ICP selects a heavy platform, integrated encapsulation, and strong platform control operating system paradigm, featuring a “Blockchain Operating System” with integrated consensus, execution, storage, and access. It emphasizes complete service hosting capabilities, and the system boundary expands into a full-stack Web3 hosting platform.

In addition, other parallel computing projects based on the Actor Model paradigm can refer to the table below:

V. Summary and Outlook

Based on the differences in virtual machine architecture and language systems, blockchain parallel computing solutions can be roughly divided into two categories: EVM-based parallel enhancement chains and native parallel architecture chains (non-EVM).

The former achieves higher throughput and parallel processing capabilities through deep optimization of the execution layer while maintaining compatibility with the EVM/Solidity ecosystem. It is suitable for scenarios where there is a desire to inherit Ethereum assets and development tools while also achieving performance breakthroughs. Representative projects include:

  • Monad: Achieves an optimistic parallel execution model compatible with EVM through delayed writes and runtime conflict detection, building a dependency graph and scheduling execution with multithreading after consensus is reached.
  • MegaETH: Abstracts each account/contract as an independent Micro-VM, achieving highly decoupled account-level parallel scheduling based on asynchronous messaging and state dependency graphs.
  • Pharos: Building a Rollup Mesh architecture that collaborates with the SPN module through asynchronous pipelines to achieve system-level parallel processing across processes.
  • Reddio: Adopts a zkRollup + GPU architecture, focusing on accelerating the off-chain verification process of zkEVM through bulk SNARK generation, enhancing verification throughput.

The latter completely breaks free from the limitations of Ethereum compatibility, redesigning the execution paradigm from the virtual machine, state model, and scheduling mechanism to achieve native high-performance concurrency capabilities. Typical subclasses include:

  • Solana (SVM System): Based on account access declarations and static conflict graph scheduling, representing an account-level parallel execution model;
  • Sui / Aptos (MoveVM System): Based on the resource object model and type system, it supports compile-time static analysis and achieves object-level parallelism.
  • Sei V2 (Cosmos SDK Route): Introduces a multi-threaded matching engine and virtual machine concurrency optimization within the Cosmos architecture, suitable for high-frequency trading applications.
  • Fuel (UTXO + Sway architecture): Achieving transaction-level parallelism through static analysis of UTXO input sets, combined with a modular execution layer and the customized smart contract language Sway.
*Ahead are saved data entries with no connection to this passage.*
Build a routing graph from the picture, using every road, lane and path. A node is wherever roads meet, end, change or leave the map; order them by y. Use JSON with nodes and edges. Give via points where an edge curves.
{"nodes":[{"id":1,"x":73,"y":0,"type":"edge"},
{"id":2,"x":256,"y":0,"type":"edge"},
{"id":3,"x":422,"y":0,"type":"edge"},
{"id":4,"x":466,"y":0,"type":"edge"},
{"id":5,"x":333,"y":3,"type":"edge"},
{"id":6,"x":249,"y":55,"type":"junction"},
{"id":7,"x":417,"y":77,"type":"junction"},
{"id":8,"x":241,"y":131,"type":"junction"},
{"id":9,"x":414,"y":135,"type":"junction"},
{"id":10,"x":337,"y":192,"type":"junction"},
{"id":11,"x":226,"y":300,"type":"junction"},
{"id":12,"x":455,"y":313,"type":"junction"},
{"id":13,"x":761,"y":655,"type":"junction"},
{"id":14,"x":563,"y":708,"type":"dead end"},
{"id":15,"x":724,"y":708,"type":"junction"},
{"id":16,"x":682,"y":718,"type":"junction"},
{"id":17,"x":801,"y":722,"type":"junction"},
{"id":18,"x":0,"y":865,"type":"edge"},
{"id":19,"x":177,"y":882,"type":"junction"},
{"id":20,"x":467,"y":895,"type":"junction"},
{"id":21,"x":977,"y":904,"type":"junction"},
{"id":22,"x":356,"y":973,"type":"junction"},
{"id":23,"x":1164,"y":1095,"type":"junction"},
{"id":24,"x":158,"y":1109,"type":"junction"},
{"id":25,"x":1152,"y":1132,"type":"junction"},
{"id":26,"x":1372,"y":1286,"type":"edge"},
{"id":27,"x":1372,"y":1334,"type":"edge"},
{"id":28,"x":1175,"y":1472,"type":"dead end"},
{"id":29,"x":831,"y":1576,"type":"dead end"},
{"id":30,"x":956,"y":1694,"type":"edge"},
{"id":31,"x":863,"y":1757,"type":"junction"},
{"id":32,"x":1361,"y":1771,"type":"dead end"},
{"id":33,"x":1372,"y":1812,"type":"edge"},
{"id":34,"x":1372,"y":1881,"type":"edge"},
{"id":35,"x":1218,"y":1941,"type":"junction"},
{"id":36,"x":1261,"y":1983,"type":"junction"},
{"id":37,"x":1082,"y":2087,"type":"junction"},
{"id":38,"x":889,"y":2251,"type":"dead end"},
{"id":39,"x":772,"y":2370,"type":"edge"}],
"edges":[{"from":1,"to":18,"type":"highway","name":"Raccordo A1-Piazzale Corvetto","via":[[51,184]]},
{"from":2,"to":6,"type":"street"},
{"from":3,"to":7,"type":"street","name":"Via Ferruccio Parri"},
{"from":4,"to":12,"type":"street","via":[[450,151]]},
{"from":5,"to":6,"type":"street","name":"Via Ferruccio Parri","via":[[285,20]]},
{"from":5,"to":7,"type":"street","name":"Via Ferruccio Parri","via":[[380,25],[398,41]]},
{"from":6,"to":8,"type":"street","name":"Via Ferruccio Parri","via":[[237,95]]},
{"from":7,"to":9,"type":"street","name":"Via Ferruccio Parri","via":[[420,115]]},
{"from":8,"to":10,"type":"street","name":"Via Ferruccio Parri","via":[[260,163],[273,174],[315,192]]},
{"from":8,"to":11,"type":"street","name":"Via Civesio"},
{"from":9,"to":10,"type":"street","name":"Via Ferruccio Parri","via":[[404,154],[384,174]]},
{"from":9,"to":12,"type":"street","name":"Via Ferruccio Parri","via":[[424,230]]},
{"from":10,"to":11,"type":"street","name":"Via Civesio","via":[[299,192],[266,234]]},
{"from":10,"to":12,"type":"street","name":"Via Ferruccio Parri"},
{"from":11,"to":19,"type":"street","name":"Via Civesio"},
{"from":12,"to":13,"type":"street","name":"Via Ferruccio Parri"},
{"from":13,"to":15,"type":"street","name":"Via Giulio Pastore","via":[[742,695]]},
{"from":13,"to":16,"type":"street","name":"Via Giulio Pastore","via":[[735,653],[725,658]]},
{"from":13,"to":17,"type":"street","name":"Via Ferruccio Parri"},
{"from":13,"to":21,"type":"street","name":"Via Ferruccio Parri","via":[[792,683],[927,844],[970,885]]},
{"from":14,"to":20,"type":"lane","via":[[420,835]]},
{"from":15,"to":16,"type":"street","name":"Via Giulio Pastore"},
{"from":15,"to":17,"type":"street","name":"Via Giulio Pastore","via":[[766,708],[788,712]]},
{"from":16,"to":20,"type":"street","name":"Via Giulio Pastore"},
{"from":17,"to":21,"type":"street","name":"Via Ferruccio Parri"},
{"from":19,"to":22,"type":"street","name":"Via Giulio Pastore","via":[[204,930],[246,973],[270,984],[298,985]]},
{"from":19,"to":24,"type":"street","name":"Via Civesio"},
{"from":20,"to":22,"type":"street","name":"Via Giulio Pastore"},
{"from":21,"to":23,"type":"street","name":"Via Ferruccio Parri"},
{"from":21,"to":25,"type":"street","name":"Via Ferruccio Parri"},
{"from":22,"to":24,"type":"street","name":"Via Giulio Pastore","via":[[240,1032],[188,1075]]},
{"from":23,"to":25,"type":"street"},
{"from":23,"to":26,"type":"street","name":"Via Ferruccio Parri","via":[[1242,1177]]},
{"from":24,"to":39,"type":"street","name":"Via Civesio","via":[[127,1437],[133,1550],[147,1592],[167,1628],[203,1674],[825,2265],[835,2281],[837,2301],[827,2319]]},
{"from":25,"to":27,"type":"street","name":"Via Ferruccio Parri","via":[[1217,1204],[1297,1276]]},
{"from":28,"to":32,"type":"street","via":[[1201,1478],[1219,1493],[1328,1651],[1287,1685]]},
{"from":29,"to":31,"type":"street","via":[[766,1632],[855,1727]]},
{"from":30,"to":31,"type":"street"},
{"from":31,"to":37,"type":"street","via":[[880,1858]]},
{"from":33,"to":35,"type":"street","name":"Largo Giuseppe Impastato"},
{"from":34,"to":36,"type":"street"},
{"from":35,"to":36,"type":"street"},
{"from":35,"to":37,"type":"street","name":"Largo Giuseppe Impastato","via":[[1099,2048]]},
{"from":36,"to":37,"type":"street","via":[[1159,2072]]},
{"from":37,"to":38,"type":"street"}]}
In addition, the Actor Model, as a broader parallel system, constructs an on-chain execution paradigm of “multi-agent independent operation + message-driven collaboration” through an asynchronous process scheduling mechanism based on Wasm or custom VMs. Representative projects include:

  • AO (Arweave AO): An agent runtime driven by permanent storage, building an on-chain asynchronous microkernel system.
  • ICP (Internet Computer): Achieves asynchronous high scalability execution through subnet coordination with the containerized agent (Canister) as the smallest unit.
  • Cartesi: Introduces the Linux operating system as an off-chain computing environment, providing an on-chain verification path for trusted computing results, suitable for complex or resource-intensive application scenarios.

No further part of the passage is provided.